/---
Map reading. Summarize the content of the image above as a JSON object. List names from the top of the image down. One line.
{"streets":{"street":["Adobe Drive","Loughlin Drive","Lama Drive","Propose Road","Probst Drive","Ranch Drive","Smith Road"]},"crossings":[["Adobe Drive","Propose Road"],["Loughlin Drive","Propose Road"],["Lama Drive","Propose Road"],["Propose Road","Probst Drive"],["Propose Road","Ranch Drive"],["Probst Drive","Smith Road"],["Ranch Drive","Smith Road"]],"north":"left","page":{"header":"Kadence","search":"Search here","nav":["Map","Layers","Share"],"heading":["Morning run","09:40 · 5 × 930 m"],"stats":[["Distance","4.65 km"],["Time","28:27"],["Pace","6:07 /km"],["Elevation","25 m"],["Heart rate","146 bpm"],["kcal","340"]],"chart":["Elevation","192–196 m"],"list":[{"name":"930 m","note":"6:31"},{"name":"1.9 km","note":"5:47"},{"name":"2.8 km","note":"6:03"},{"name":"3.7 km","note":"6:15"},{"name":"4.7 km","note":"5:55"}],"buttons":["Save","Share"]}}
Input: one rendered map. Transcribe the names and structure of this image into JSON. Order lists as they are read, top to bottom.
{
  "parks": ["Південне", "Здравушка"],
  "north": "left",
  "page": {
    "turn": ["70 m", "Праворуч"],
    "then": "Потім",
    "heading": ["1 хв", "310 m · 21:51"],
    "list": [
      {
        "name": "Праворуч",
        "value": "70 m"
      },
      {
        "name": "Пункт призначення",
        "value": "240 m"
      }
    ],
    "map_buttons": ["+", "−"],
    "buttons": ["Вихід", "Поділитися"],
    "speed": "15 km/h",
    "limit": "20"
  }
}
\---
Line by line, print the listing above exactly.

Map reading. Summarize the content of the image above as a JSON object. List names from the top of the image down. One line.
{"streets":{"street":["Adobe Drive","Loughlin Drive","Lama Drive","Propose Road","Probst Drive","Ranch Drive","Smith Road"]},"crossings":[["Adobe Drive","Propose Road"],["Loughlin Drive","Propose Road"],["Lama Drive","Propose Road"],["Propose Road","Probst Drive"],["Propose Road","Ranch Drive"],["Probst Drive","Smith Road"],["Ranch Drive","Smith Road"]],"north":"left","page":{"header":"Kadence","search":"Search here","nav":["Map","Layers","Share"],"heading":["Morning run","09:40 · 5 × 930 m"],"stats":[["Distance","4.65 km"],["Time","28:27"],["Pace","6:07 /km"],["Elevation","25 m"],["Heart rate","146 bpm"],["kcal","340"]],"chart":["Elevation","192–196 m"],"list":[{"name":"930 m","note":"6:31"},{"name":"1.9 km","note":"5:47"},{"name":"2.8 km","note":"6:03"},{"name":"3.7 km","note":"6:15"},{"name":"4.7 km","note":"5:55"}],"buttons":["Save","Share"]}}
Input: one rendered map. Transcribe the names and structure of this image into JSON. Order lists as they are read, top to bottom.
{
  "parks": ["Південне", "Здравушка"],
  "north": "left",
  "page": {
    "turn": ["70 m", "Праворуч"],
    "then": "Потім",
    "heading": ["1 хв", "310 m · 21:51"],
    "list": [
      {
        "name": "Праворуч",
        "value": "70 m"
      },
      {
        "name": "Пункт призначення",
        "value": "240 m"
      }
    ],
    "map_buttons": ["+", "−"],
    "buttons": ["Вихід", "Поділитися"],
    "speed": "15 km/h",
    "limit": "20"
  }
}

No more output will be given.